Dataset entries ->
□ □ □

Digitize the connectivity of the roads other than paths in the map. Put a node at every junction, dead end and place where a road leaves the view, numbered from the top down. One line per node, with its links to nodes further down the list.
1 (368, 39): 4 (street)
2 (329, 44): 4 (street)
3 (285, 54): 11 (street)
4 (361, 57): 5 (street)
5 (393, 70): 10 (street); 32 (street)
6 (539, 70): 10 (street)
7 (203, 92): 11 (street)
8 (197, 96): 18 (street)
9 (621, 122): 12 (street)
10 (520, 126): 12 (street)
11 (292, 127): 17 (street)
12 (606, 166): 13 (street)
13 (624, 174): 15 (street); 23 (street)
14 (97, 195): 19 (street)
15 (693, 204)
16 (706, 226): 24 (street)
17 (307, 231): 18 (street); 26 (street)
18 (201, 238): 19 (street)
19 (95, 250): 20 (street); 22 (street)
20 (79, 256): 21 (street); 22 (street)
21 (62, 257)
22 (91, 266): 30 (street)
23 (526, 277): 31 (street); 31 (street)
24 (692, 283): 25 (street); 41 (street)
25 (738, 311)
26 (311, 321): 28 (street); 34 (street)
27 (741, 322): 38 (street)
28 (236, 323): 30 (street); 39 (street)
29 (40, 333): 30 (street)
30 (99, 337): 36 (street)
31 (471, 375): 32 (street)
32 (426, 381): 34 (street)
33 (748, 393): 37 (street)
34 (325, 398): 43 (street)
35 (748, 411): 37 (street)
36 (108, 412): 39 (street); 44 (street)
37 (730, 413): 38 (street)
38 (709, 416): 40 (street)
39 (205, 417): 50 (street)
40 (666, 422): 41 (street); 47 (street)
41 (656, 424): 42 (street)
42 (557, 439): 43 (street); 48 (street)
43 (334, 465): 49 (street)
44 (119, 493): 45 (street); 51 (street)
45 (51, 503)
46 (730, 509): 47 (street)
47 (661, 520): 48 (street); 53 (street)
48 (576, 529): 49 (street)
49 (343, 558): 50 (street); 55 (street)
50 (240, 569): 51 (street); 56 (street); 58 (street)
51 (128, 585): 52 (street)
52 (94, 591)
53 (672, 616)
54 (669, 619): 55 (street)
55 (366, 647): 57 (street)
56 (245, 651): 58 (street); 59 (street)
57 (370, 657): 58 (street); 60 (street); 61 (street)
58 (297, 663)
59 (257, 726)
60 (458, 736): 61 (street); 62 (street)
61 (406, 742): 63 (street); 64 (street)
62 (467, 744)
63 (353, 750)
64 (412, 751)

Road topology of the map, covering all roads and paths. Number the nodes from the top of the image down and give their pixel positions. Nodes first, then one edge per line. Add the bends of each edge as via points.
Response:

□ □ □

WORK INSTRUCTIONS -> Transcribe, word for word, every line from the one containing "Road topology of" through the final line of the entries, and nothing else.

TASK SOLUTION ->
Road topology of the map, covering all roads and paths. Number the nodes from the top of the image down and give their pixel positions. Nodes first, then one edge per line. Add the bends of each edge as via points.
Response:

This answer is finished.